Merken Sie was? Hier lässt sich bereits ein Muster erkennen, dem Unternehmen im Zeitalter der Digitalisierung beziehungsweise der Plattform-Ökonomie ebenfalls begegnen und das sie in Probleme stürzt: Wenn Anbieter nicht verstehen, dass ihre Kunden den Service und den Komfort der Plattform dem direkten Einkauf beim Anbieter (und damit dem Pipeline-Modell) vorziehen, dann schauen sie in die Röhre. Denn Plattformen wie Airbnb, Google oder Amazon haben sich heute zu wesentlichen Geschäftsmodellen der digitalen Wirtschaft entwickelt. Sie bringen sich als Vermittler ins Spiel, führen beispielsweise Reisende und Wohnungsanbieter zusammen (wie Airbnb) oder Anbieter und Nachfrager von Informationen (wie Google). Eigentlich ganz einfach. Die Konsequenzen für den Markt könnten jedoch drastischer nicht sein:

Die Plattform-Ökonomie verschiebt den Gewinn weg von den Produzenten hin zu den Konsumenten beziehungsweise zu den Plattformbetreibern.

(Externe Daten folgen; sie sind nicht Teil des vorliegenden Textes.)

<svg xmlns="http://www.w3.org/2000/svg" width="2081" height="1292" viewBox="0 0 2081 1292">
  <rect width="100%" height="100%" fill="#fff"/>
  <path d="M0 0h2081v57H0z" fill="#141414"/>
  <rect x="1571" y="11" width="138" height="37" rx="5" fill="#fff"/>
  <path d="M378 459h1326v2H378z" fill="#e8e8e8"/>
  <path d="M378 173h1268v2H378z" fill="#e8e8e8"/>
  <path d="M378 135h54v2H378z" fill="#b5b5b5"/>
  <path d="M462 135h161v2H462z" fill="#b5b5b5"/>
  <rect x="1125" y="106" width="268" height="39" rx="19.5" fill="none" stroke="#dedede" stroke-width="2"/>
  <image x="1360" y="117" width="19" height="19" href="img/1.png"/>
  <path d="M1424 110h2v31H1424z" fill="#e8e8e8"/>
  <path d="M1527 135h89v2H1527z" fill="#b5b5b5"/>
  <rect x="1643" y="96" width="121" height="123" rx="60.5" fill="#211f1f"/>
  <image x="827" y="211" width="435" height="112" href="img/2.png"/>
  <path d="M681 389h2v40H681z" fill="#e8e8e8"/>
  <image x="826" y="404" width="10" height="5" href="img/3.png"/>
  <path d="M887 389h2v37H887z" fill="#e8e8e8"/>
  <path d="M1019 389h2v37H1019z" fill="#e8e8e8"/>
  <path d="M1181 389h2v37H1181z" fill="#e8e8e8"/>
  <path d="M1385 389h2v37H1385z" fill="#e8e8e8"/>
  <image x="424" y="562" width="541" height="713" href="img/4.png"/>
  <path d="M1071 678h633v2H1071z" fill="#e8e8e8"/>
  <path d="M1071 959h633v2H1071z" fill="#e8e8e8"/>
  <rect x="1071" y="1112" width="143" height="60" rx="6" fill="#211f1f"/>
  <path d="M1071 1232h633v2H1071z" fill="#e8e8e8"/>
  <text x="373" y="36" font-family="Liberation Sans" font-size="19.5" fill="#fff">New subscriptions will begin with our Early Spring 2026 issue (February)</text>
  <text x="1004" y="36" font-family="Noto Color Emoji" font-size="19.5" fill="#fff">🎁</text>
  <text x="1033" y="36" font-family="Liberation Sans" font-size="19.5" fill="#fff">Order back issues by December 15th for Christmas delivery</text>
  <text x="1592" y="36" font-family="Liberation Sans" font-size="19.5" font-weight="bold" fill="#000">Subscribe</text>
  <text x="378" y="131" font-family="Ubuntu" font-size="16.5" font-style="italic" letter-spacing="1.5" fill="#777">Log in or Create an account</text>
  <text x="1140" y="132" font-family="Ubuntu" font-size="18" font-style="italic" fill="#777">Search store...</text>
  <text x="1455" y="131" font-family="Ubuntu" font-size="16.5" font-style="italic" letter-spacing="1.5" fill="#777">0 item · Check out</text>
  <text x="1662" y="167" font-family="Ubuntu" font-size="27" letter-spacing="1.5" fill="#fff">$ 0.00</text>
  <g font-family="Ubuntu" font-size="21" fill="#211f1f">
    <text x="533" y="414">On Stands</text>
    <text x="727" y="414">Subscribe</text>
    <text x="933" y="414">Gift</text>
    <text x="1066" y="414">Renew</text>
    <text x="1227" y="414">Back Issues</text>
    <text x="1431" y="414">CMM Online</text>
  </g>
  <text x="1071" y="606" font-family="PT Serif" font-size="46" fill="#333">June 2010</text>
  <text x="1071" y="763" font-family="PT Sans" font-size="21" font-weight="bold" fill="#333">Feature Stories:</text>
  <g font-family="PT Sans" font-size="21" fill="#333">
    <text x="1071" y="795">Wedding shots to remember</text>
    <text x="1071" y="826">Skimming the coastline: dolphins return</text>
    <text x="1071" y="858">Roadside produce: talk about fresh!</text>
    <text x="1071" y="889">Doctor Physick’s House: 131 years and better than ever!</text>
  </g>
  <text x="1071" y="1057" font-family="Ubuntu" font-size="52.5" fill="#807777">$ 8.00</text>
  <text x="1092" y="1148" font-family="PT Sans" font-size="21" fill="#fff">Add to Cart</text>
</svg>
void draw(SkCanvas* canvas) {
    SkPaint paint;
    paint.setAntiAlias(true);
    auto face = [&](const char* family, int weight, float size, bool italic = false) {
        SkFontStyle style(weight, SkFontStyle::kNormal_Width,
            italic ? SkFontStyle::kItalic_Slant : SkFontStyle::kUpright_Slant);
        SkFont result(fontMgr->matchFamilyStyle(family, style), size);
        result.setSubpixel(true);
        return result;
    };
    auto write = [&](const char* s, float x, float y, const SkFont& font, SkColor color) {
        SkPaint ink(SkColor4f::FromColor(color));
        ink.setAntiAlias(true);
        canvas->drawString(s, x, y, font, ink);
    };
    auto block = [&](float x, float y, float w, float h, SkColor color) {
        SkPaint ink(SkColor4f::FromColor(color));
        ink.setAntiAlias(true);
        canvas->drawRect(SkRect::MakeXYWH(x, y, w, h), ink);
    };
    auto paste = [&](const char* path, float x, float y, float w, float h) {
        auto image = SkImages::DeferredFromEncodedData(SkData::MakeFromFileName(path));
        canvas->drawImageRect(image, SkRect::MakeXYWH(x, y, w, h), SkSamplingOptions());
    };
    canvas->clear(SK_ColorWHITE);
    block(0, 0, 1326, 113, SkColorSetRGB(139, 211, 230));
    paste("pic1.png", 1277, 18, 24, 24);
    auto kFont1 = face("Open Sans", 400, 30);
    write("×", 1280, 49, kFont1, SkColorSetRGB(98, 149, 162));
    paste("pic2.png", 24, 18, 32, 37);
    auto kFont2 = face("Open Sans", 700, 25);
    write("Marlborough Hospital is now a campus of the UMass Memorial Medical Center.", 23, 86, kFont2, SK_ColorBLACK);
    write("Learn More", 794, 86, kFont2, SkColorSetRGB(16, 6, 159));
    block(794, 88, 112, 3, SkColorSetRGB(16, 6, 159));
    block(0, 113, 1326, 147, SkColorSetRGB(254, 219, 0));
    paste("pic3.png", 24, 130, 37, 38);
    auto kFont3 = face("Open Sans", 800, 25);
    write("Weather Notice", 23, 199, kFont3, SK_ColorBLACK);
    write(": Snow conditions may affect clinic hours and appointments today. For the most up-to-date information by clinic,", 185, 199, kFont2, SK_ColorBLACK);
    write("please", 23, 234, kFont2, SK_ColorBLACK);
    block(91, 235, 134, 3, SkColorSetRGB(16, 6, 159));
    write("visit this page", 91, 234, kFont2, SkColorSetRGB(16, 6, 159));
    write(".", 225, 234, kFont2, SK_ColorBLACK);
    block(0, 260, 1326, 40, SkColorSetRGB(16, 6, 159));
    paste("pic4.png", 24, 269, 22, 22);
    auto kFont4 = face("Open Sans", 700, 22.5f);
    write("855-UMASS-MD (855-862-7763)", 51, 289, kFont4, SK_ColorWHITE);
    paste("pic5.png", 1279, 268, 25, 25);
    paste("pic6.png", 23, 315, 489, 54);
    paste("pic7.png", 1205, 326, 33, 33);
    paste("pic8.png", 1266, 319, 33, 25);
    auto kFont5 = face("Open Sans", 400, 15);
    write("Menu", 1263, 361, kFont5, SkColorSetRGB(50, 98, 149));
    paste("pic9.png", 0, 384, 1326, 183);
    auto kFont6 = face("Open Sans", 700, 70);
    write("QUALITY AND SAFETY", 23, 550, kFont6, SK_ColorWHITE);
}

Und das schnell und dauerhaft, denn die Kunden lieben die Plattformen, weil sie sie entlasten, ihnen umfassende Übersicht über bestehende Angebote bieten, ihnen weitere Produkte vorschlagen, die sie gern konsumieren, oder ihnen Zugang zu Angeboten schaffen, den sie sonst nicht gehabt hätten. Der Erfolg der Plattformen spricht Bände: Der Wert der vier großen Plattformen Alphabet (Google), Alibaba, Facebook und Amazon übersteigt den aller Dax30-Unternehmen zusammen – die größtenteils noch nach dem Pipeline-Modell wirtschaften. Die deutschen Unternehmen sind auch hier aktuell noch recht behäbig unterwegs: Eine repräsentative Umfrage des Digitalverbands Bitkom ergab 2017, dass 62 Prozent der deutschen Geschäftsführer und Vorstände noch nie etwas von den Begriffen Plattform-Ökonomie, Plattform-Märkte oder digitale Plattformen gehört haben. Nur jeder Dritte kennt einen der Begriffe.